Opinião/Informação:
Respeito a Marina Silva. Não considero justo envolver sua filha em debates políticos. Não vejo qualquer problema da sua filha trabalhar no “Observatório do Clima”. Eu discordo é do “Observatório do Clima” e seus parceiros que atuam no Amazonas. No entanto, ao ouvir algumas de suas declarações, fica a impressão de que a ex-ministra acaba dificultando que pessoas com a mesma origem busquem o sucesso que ela própria alcançou em São Paulo.
Quando se destaca o carinho que ela demonstra por São Paulo, é inevitável pensar nas “Marinas” do Norte — sem recursos para viajar de avião e sem uma estrada como a BR-319 que lhes permita chegar à capital paulista e construir oportunidades.
Ela afirma que São Paulo “transforma e preserva”. Mas onde está essa preservação? Pelo que se observa, a maior preservação ambiental está aqui, no Amazonas.
Também menciona que São Paulo é um vetor estratégico para a transformação do país. E a floresta em pé do Amazonas, qual é o seu papel nesse processo? Aqui, temos os piores IDHs.
A própria ministra relata que, em São Paulo, conseguiu superar um diagnóstico de falta de perspectiva de vida. Não há dúvida de que sua trajetória é exemplar para outras regiões e países. Mas, diante disso, surge uma questão: por que dificultar que seus conterrâneos tenham a mesma chance de buscar uma “esperança de vida” em outras regiões do Brasil?
Sei que esteve 14 anos fora do governo, mas também é fato que ocupou o Ministério do Meio Ambiente em duas ocasiões. Outro ponto relevante: ao se candidatar por São Paulo, passa a impressão de que sua atuação, muitas vezes vista como restritiva para a Região Norte, encontra apoio no eleitorado paulista, mas gera insatisfação em sua terra natal, o Acre, e em outros estados da região.

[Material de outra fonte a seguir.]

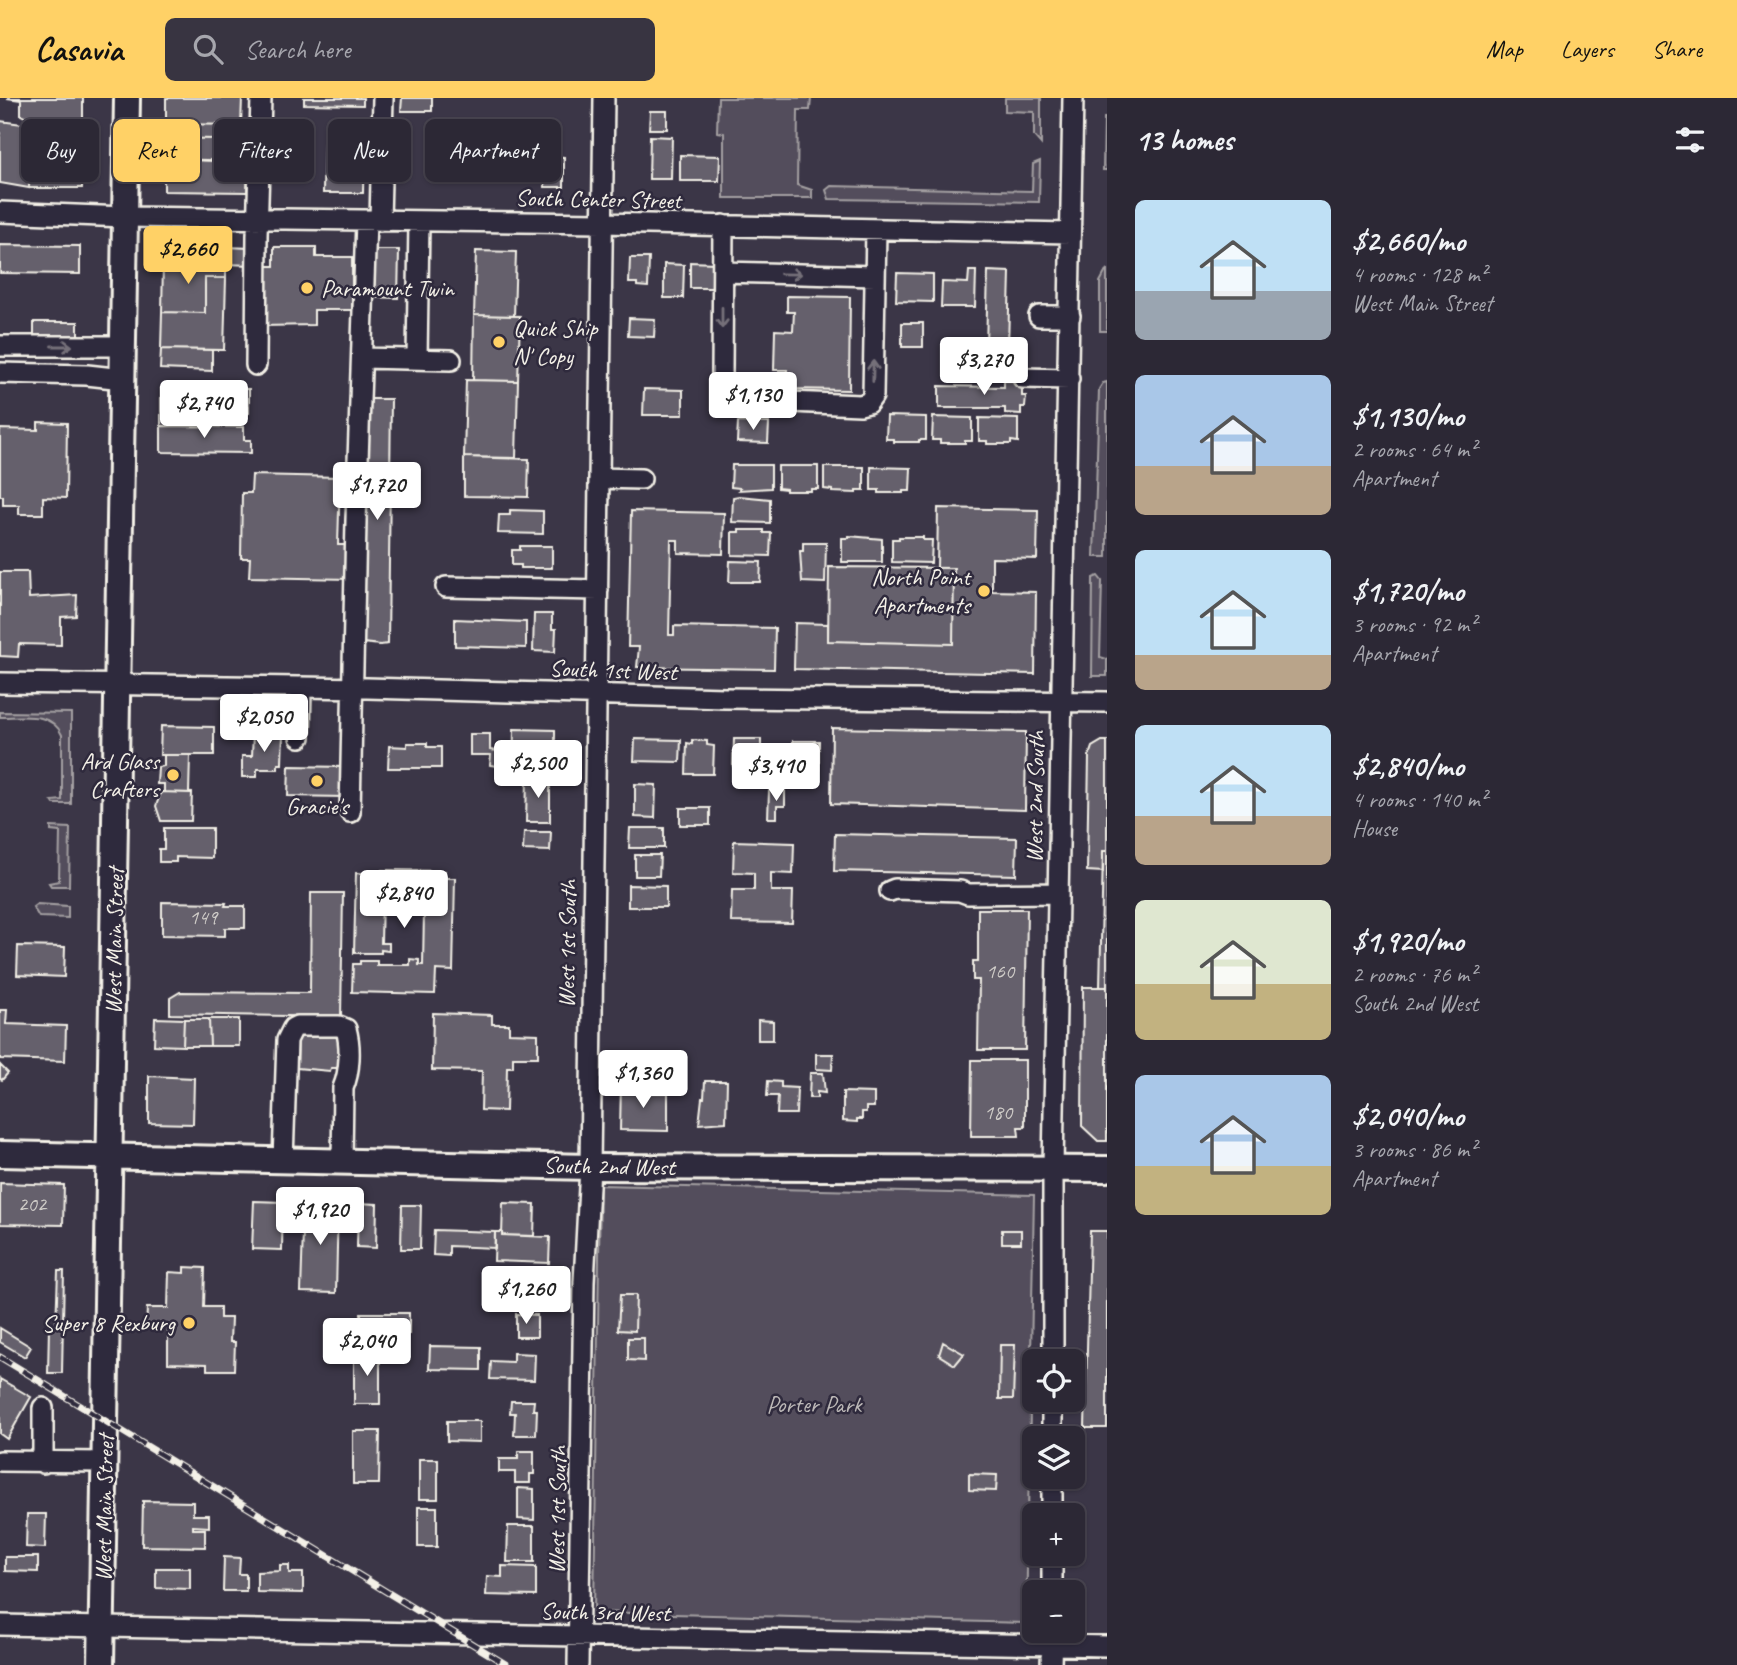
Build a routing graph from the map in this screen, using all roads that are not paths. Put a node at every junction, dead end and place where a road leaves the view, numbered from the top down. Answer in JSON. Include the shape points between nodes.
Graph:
{"nodes":[{"id":1,"x":127,"y":98,"type":"edge"},
{"id":2,"x":261,"y":98,"type":"edge"},
{"id":3,"x":383,"y":98,"type":"edge"},
{"id":4,"x":604,"y":98,"type":"edge"},
{"id":5,"x":1073,"y":98,"type":"edge"},
{"id":6,"x":0,"y":212,"type":"edge"},
{"id":7,"x":125,"y":217,"type":"junction"},
{"id":8,"x":259,"y":219,"type":"junction"},
{"id":9,"x":373,"y":221,"type":"junction"},
{"id":10,"x":419,"y":222,"type":"junction"},
{"id":11,"x":602,"y":223,"type":"junction"},
{"id":12,"x":723,"y":225,"type":"junction"},
{"id":13,"x":876,"y":229,"type":"junction"},
{"id":14,"x":1070,"y":233,"type":"junction"},
{"id":15,"x":723,"y":272,"type":"junction"},
{"id":16,"x":875,"y":276,"type":"junction"},
{"id":17,"x":1038,"y":316,"type":"dead end"},
{"id":18,"x":1070,"y":316,"type":"junction"},
{"id":19,"x":0,"y":346,"type":"edge"},
{"id":20,"x":123,"y":346,"type":"junction"},
{"id":21,"x":362,"y":358,"type":"junction"},
{"id":22,"x":417,"y":359,"type":"junction"},
{"id":23,"x":451,"y":359,"type":"dead end"},
{"id":24,"x":256,"y":365,"type":"dead end"},
{"id":25,"x":0,"y":373,"type":"edge"},
{"id":26,"x":1023,"y":377,"type":"dead end"},
{"id":27,"x":123,"y":379,"type":"junction"},
{"id":28,"x":1069,"y":379,"type":"junction"},
{"id":29,"x":599,"y":478,"type":"junction"},
{"id":30,"x":641,"y":479,"type":"dead end"},
{"id":31,"x":446,"y":587,"type":"dead end"},
{"id":32,"x":598,"y":590,"type":"junction"},
{"id":33,"x":0,"y":683,"type":"edge"},
{"id":34,"x":118,"y":686,"type":"junction"},
{"id":35,"x":301,"y":687,"type":"junction"},
{"id":36,"x":352,"y":688,"type":"junction"},
{"id":37,"x":596,"y":693,"type":"junction"},
{"id":38,"x":1061,"y":701,"type":"junction"},
{"id":39,"x":1107,"y":702,"type":"edge"},
{"id":40,"x":300,"y":737,"type":"dead end"},
{"id":41,"x":350,"y":812,"type":"dead end"},
{"id":42,"x":890,"y":891,"type":"dead end"},
{"id":43,"x":1058,"y":893,"type":"junction"},
{"id":44,"x":0,"y":1154,"type":"edge"},
{"id":45,"x":110,"y":1158,"type":"junction"},
{"id":46,"x":283,"y":1161,"type":"junction"},
{"id":47,"x":342,"y":1162,"type":"junction"},
{"id":48,"x":590,"y":1167,"type":"junction"},
{"id":49,"x":1053,"y":1167,"type":"junction"},
{"id":50,"x":1107,"y":1169,"type":"edge"},
{"id":51,"x":1053,"y":1349,"type":"edge"},
{"id":52,"x":43,"y":1408,"type":"dead end"},
{"id":53,"x":0,"y":1461,"type":"edge"},
{"id":54,"x":104,"y":1462,"type":"junction"},
{"id":55,"x":43,"y":1463,"type":"junction"},
{"id":56,"x":0,"y":1625,"type":"edge"},
{"id":57,"x":102,"y":1627,"type":"junction"},
{"id":58,"x":579,"y":1636,"type":"junction"},
{"id":59,"x":1022,"y":1638,"type":"edge"},
{"id":60,"x":1052,"y":1643,"type":"edge"},
{"id":61,"x":1085,"y":1643,"type":"edge"},
{"id":62,"x":1107,"y":1646,"type":"edge"},
{"id":63,"x":101,"y":1665,"type":"edge"},
{"id":64,"x":578,"y":1665,"type":"edge"},
{"id":65,"x":1051,"y":1665,"type":"edge"}],
"edges":[{"from":1,"to":7,"type":"main road","name":"West Main Street"},
{"from":2,"to":8,"type":"street"},
{"from":3,"to":9,"type":"street"},
{"from":4,"to":11,"type":"street","name":"West 1st South"},
{"from":5,"to":14,"type":"street","name":"West 2nd South"},
{"from":6,"to":7,"type":"street","name":"South Center Street"},
{"from":7,"to":8,"type":"street","name":"South Center Street"},
{"from":7,"to":20,"type":"main road","name":"West Main Street"},
{"from":8,"to":9,"type":"street","name":"South Center Street"},
{"from":8,"to":24,"type":"street"},
{"from":9,"to":10,"type":"street","name":"South Center Street"},
{"from":9,"to":21,"type":"street"},
{"from":10,"to":11,"type":"street","name":"South Center Street"},
{"from":10,"to":22,"type":"street"},
{"from":11,"to":12,"type":"street","name":"South Center Street"},
{"from":11,"to":29,"type":"street","name":"West 1st South"},
{"from":12,"to":13,"type":"street","name":"South Center Street"},
{"from":12,"to":15,"type":"street"},
{"from":13,"to":14,"type":"street","name":"South Center Street"},
{"from":13,"to":16,"type":"street"},
{"from":14,"to":18,"type":"street","name":"West 2nd South"},
{"from":15,"to":16,"type":"street","one_way":true},
{"from":15,"to":16,"type":"street","one_way":true,"via":[[722,375],[730,393],[742,400],[860,405],[873,396]]},
{"from":17,"to":18,"type":"street"},
{"from":18,"to":28,"type":"street","name":"West 2nd South"},
{"from":19,"to":20,"type":"street","one_way":true},
{"from":20,"to":27,"type":"main road","name":"West Main Street"},
{"from":21,"to":22,"type":"street"},
{"from":21,"to":36,"type":"street"},
{"from":22,"to":23,"type":"street"},
{"from":25,"to":27,"type":"street"},
{"from":26,"to":28,"type":"street"},
{"from":27,"to":34,"type":"main road","name":"West Main Street"},
{"from":28,"to":38,"type":"street","name":"West 2nd South"},
{"from":29,"to":30,"type":"street"},
{"from":29,"to":32,"type":"street","name":"West 1st South"},
{"from":31,"to":32,"type":"street"},
{"from":32,"to":37,"type":"street","name":"West 1st South"},
{"from":33,"to":34,"type":"street","name":"South 1st West"},
{"from":34,"to":35,"type":"street","name":"South 1st West"},
{"from":34,"to":45,"type":"main road","name":"West Main Street"},
{"from":35,"to":36,"type":"street","name":"South 1st West"},
{"from":35,"to":40,"type":"street"},
{"from":36,"to":37,"type":"street","name":"South 1st West"},
{"from":36,"to":41,"type":"street"},
{"from":37,"to":38,"type":"street","name":"South 1st West"},
{"from":37,"to":48,"type":"street","name":"West 1st South"},
{"from":38,"to":39,"type":"street","name":"South 1st West"},
{"from":38,"to":43,"type":"street","name":"West 2nd South"},
{"from":42,"to":43,"type":"street"},
{"from":43,"to":49,"type":"street","name":"West 2nd South"},
{"from":44,"to":45,"type":"main road","name":"South 2nd West"},
{"from":45,"to":46,"type":"main road","name":"South 2nd West"},
{"from":45,"to":54,"type":"main road","name":"West Main Street"},
{"from":46,"to":47,"type":"main road","name":"South 2nd West"},
{"from":46,"to":47,"type":"street","via":[[288,1040],[297,1026],[339,1026],[346,1029],[348,1037]]},
{"from":47,"to":48,"type":"main road","name":"South 2nd West"},
{"from":48,"to":49,"type":"main road","name":"South 2nd West"},
{"from":48,"to":58,"type":"street","name":"West 1st South"},
{"from":49,"to":50,"type":"main road","name":"South 2nd West"},
{"from":49,"to":51,"type":"street","name":"West 2nd South"},
{"from":52,"to":55,"type":"street"},
{"from":53,"to":55,"type":"street"},
{"from":54,"to":55,"type":"street"},
{"from":54,"to":57,"type":"main road","name":"West Main Street"},
{"from":56,"to":57,"type":"street","name":"South 3rd West"},
{"from":57,"to":58,"type":"street","name":"South 3rd West"},
{"from":57,"to":63,"type":"main road","name":"West Main Street"},
{"from":58,"to":59,"type":"street","name":"South 3rd West"},
{"from":58,"to":64,"type":"street","name":"West 1st South"},
{"from":60,"to":65,"type":"street"},
{"from":61,"to":62,"type":"street","name":"South 3rd West"}]}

Fica um apelo: não defenda interesses de países que já desmataram seus territórios e agora impõem restrições que podem condenar populações ao atraso.
Lute para que as mulheres do Norte tenham as mesmas oportunidades que a senhora teve. A senhora sabe que existem tecnologias, como satélites, capazes de monitorar e punir irregularidades ambientais ao longo da BR-319. O asfaltamento não derrubará nenhuma árvore.
Defende a recuperação de áreas degradadas no Norte — o que é importante —, mas é legítimo questionar: e as áreas degradadas de São Paulo? E da Europa? Eles podem continuar destruindo. Isso é brincar com meu povo do Amazonas.
É preciso equilíbrio. Caso contrário, corre-se o risco de cometer injustiça justamente com a própria origem.